Ashuganj Fertilizer and Chemical Company Limited
- Formation: 1973
- Headquarters: Dhaka, Bangladesh
- Location: Ashuganj, Brahmanbaria, Bangladesh;
- Region served: Bangladesh
- Official language: Bengali
- Website: Ashuganj Fertilizer and Chemical Company Limited

= Ashuganj Fertilizer and Chemical Company Limited =

Ashuganj Fertilizer and Chemical Company Limited (AFCCL; আশুগঞ্জ ফার্টিলাইজার ও কেমিক্যাল কোম্পানি লিমিটেড) is a Bangladesh government owned fertilizer company. It is under the Bangladesh Chemical Industries Corporation of the Ministry of Industries. Ashuganj Sar Karkhana College is college affiliated with the company.

==History==
In 1973, construction began for Ashuganj Fertilizer and Chemical Industries and went into operations in December 1981. The same President of Bangladesh, Ziaur Rahman, was assassinated. The factory was renamed to Ashuganj Zia Fertiliser Factory, after President Ziaur Rahman. On 26 April 2010, the Awami League led government renamed it to Ashuganj Fertilizer and Chemical Company Limited removing Zia from the name. This move was celebrated by Awami League activists which criticised by Bangladesh Nationalist Party which was founded by Ziaur Rahman.
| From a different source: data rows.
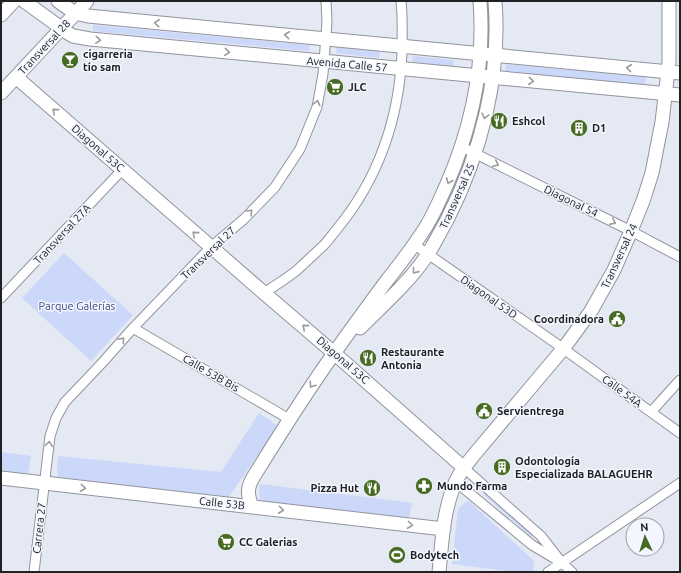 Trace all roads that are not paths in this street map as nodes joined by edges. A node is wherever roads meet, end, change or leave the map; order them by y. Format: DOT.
graph roads {
  1 [pos="14,1"];
  2 [pos="24,1"];
  3 [pos="58,1"];
  4 [pos="87,1"];
  5 [pos="326,1"];
  6 [pos="401,1"];
  7 [pos="480,1"];
  8 [pos="495,1"];
  9 [pos="669,1"];
  10 [pos="75,13"];
  11 [pos="1,14"];
  12 [pos="61,29"];
  13 [pos="326,39"];
  14 [pos="402,46"];
  15 [pos="480,54"];
  16 [pos="495,56"];
  17 [pos="324,61"];
  18 [pos="401,69"];
  19 [pos="674,73"];
  20 [pos="478,76"];
  21 [pos="16,77"];
  22 [pos="492,77"];
  23 [pos="1,93"];
  24 [pos="666,94"];
  25 [pos="680,95"];
  26 [pos="462,147"];
  27 [pos="475,153"];
  28 [pos="122,170"];
  29 [pos="631,231"];
  30 [pos="415,244"];
  31 [pos="211,247"];
  32 [pos="428,254"];
  33 [pos="680,257"];
  34 [pos="264,293"];
  35 [pos="1,298"];
  36 [pos="133,328"];
  37 [pos="563,349"];
  38 [pos="334,352"];
  39 [pos="680,380"];
  40 [pos="651,412"];
  41 [pos="289,419"];
  42 [pos="680,433"];
  43 [pos="464,468"];
  44 [pos="1,478"];
  45 [pos="456,482"];
  46 [pos="44,483"];
  47 [pos="680,483"];
  48 [pos="252,507"];
  49 [pos="444,529"];
  50 [pos="562,563"];
  51 [pos="34,572"];
  52 [pos="439,572"];
  53 [pos="548,572"];
  54 [pos="572,572"];
  1 -- 11 [label="main road"];
  2 -- 12 [label="main road, Avenida Calle 57"];
  3 -- 10 [label="main road, Avenida Calle 57"];
  4 -- 10 [label="main road, Transversal 28"];
  5 -- 13 [label="street, Transversal 27"];
  6 -- 14 [label="street"];
  7 -- 15 [label="main road, Transversal 25"];
  8 -- 16 [label="main road, Transversal 25"];
  9 -- 19 [label="main road, Transversal 24"];
  10 -- 12 [label="main road, Transversal 28"];
  13 -- 10 [label="main road, Avenida Calle 57, one-way"];
  12 -- 17 [label="main road, Avenida Calle 57, one-way"];
  12 -- 21 [label="main road, Transversal 28"];
  13 -- 14 [label="main road, Avenida Calle 57"];
  13 -- 17 [label="street, Transversal 27"];
  14 -- 15 [label="main road, Avenida Calle 57"];
  14 -- 18 [label="street"];
  15 -- 16 [label="main road, Avenida Calle 57"];
  15 -- 20 [label="main road, Transversal 25"];
  19 -- 16 [label="main road, Avenida Calle 57, one-way"];
  16 -- 22 [label="main road, Transversal 25"];
  17 -- 18 [label="main road, Avenida Calle 57"];
  31 -- 17 [label="street, Transversal 27, one-way"];
  18 -- 20 [label="main road, Avenida Calle 57"];
  18 -- 34 [label="street"];
  19 -- 24 [label="main road, Transversal 24"];
  20 -- 22 [label="main road, Avenida Calle 57"];
  20 -- 26 [label="main road, Transversal 25"];
  21 -- 23 [label="main road, Transversal 28"];
  28 -- 21 [label="main road, Diagonal 53C, one-way"];
  22 -- 24 [label="main road, Avenida Calle 57, one-way"];
  22 -- 27 [label="main road, Transversal 25, one-way"];
  24 -- 25 [label="main road, Avenida Calle 57"];
  24 -- 29 [label="main road, Transversal 24"];
  26 -- 27 [label="street, Diagonal 54"];
  26 -- 30 [label="main road, Transversal 25, one-way"];
  27 -- 29 [label="street, Diagonal 54, one-way"];
  27 -- 32 [label="main road, Transversal 25"];
  31 -- 28 [label="main road, Diagonal 53C, one-way"];
  28 -- 35 [label="street, Transversal 27A"];
  29 -- 33 [label="street, Diagonal 54"];
  29 -- 37 [label="main road, Transversal 24"];
  30 -- 32 [label="street, Diagonal 53D"];
  30 -- 38 [label="main road, Transversal 25"];
  31 -- 34 [label="main road, Diagonal 53C"];
  31 -- 36 [label="street, Transversal 27"];
  32 -- 37 [label="street, Diagonal 53D"];
  32 -- 38 [label="main road, Transversal 25, one-way"];
  38 -- 34 [label="main road, Diagonal 53C, one-way"];
  36 -- 41 [label="street, Calle 53B Bis"];
  46 -- 36 [label="street, Transversal 27, one-way"];
  37 -- 40 [label="street, Calle 54A"];
  37 -- 43 [label="main road, Transversal 24"];
  38 -- 41 [label="main road, Transversal 25, one-way"];
  38 -- 43 [label="main road, Diagonal 53C"];
  39 -- 40 [label="street"];
  40 -- 42 [label="street, Calle 54A"];
  41 -- 48 [label="main road, Transversal 25"];
  43 -- 45 [label="main road, Transversal 24"];
  43 -- 50 [label="street, Diagonal 53C"];
  44 -- 46 [label="main road, Calle 53B"];
  45 -- 49 [label="main road, Transversal 24"];
  45 -- 50 [label="street"];
  46 -- 48 [label="main road, Calle 53B, one-way"];
  46 -- 51 [label="street, Carrera 27"];
  47 -- 50 [label="street"];
  48 -- 49 [label="main road, Calle 53B, one-way"];
  49 -- 52 [label="main road, Transversal 24"];
  50 -- 53 [label="street"];
  50 -- 54 [label="street"];
}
In September 2010, the factory was briefly closed due to mechanical problems at a cooling tower. The factory has a dedicated effluent treatment plant. It is one of four factories under the Bangladesh Chemical Industries Corporation to have an effluent treatment plant while 7 others do not possess any.

Production has declined at Ashuganj Fertilizer and Chemical Company Limited from 1600 ton per day to around 1100 ton due to machines losing productivity over time and lack of modernization. In 2010, over 100 million TK worth of Urea fertilizer was damaged due to improper storing at the factory. According to workers, every year significant amound of fertilizer in the factory get damaged or washed away by the rain due to improper storing.

===Corruption===
On 6 June 2007, the government terminated CBA officials at the factory after an investigation body found their involvement in the theft of 257 thousand polythene bags from the factory. The government also reduced the benefits of two officers at the factory following the investigation.

In 2014, the factory staff were investigated by Bangladesh Anti-Corruption Commission over irregularities in the recruitment of staff.